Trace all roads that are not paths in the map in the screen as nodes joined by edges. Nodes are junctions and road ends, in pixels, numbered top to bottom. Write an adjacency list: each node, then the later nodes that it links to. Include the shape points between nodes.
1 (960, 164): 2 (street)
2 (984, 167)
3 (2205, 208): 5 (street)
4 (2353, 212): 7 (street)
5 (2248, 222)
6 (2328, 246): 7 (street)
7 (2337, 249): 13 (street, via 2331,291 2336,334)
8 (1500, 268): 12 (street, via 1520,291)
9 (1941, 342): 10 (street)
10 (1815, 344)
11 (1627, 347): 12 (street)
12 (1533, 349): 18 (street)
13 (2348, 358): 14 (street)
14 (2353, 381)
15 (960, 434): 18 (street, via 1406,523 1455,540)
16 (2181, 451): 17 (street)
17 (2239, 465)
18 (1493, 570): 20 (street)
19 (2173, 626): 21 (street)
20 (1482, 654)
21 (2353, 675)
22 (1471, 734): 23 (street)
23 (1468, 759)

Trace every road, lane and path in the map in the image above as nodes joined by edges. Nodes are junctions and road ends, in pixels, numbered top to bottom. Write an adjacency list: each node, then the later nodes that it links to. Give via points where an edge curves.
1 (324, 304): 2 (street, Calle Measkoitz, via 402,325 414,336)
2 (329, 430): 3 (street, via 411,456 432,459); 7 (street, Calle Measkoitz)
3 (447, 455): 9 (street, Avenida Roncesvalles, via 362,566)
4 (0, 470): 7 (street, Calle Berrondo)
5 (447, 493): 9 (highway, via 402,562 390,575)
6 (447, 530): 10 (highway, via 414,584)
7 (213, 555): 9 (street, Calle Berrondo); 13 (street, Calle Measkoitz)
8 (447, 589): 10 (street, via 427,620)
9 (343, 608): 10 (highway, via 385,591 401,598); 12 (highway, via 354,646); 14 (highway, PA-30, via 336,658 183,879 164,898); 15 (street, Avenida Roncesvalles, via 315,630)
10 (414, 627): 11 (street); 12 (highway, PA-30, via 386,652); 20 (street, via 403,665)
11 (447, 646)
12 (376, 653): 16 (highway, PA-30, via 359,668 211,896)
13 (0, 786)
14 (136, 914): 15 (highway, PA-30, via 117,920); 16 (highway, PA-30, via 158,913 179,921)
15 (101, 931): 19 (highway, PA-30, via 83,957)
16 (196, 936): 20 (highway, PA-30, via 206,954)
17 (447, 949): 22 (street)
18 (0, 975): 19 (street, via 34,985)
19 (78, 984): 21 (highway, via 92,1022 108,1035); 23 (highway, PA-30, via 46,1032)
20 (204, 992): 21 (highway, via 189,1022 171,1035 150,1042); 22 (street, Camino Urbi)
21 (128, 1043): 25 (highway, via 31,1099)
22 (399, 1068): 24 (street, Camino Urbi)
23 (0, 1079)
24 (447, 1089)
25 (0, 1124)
--------
Take the records above and return them exactly as written.

# [Exercise solution]
Trace all roads that are not paths in the map in the screen as nodes joined by edges. Nodes are junctions and road ends, in pixels, numbered top to bottom. Write an adjacency list: each node, then the later nodes that it links to. Include the shape points between nodes.
1 (960, 164): 2 (street)
2 (984, 167)
3 (2205, 208): 5 (street)
4 (2353, 212): 7 (street)
5 (2248, 222)
6 (2328, 246): 7 (street)
7 (2337, 249): 13 (street, via 2331,291 2336,334)
8 (1500, 268): 12 (street, via 1520,291)
9 (1941, 342): 10 (street)
10 (1815, 344)
11 (1627, 347): 12 (street)
12 (1533, 349): 18 (street)
13 (2348, 358): 14 (street)
14 (2353, 381)
15 (960, 434): 18 (street, via 1406,523 1455,540)
16 (2181, 451): 17 (street)
17 (2239, 465)
18 (1493, 570): 20 (street)
19 (2173, 626): 21 (street)
20 (1482, 654)
21 (2353, 675)
22 (1471, 734): 23 (street)
23 (1468, 759)

Trace every road, lane and path in the map in the image above as nodes joined by edges. Nodes are junctions and road ends, in pixels, numbered top to bottom. Write an adjacency list: each node, then the later nodes that it links to. Give via points where an edge curves.
1 (324, 304): 2 (street, Calle Measkoitz, via 402,325 414,336)
2 (329, 430): 3 (street, via 411,456 432,459); 7 (street, Calle Measkoitz)
3 (447, 455): 9 (street, Avenida Roncesvalles, via 362,566)
4 (0, 470): 7 (street, Calle Berrondo)
5 (447, 493): 9 (highway, via 402,562 390,575)
6 (447, 530): 10 (highway, via 414,584)
7 (213, 555): 9 (street, Calle Berrondo); 13 (street, Calle Measkoitz)
8 (447, 589): 10 (street, via 427,620)
9 (343, 608): 10 (highway, via 385,591 401,598); 12 (highway, via 354,646); 14 (highway, PA-30, via 336,658 183,879 164,898); 15 (street, Avenida Roncesvalles, via 315,630)
10 (414, 627): 11 (street); 12 (highway, PA-30, via 386,652); 20 (street, via 403,665)
11 (447, 646)
12 (376, 653): 16 (highway, PA-30, via 359,668 211,896)
13 (0, 786)
14 (136, 914): 15 (highway, PA-30, via 117,920); 16 (highway, PA-30, via 158,913 179,921)
15 (101, 931): 19 (highway, PA-30, via 83,957)
16 (196, 936): 20 (highway, PA-30, via 206,954)
17 (447, 949): 22 (street)
18 (0, 975): 19 (street, via 34,985)
19 (78, 984): 21 (highway, via 92,1022 108,1035); 23 (highway, PA-30, via 46,1032)
20 (204, 992): 21 (highway, via 189,1022 171,1035 150,1042); 22 (street, Camino Urbi)
21 (128, 1043): 25 (highway, via 31,1099)
22 (399, 1068): 24 (street, Camino Urbi)
23 (0, 1079)
24 (447, 1089)
25 (0, 1124)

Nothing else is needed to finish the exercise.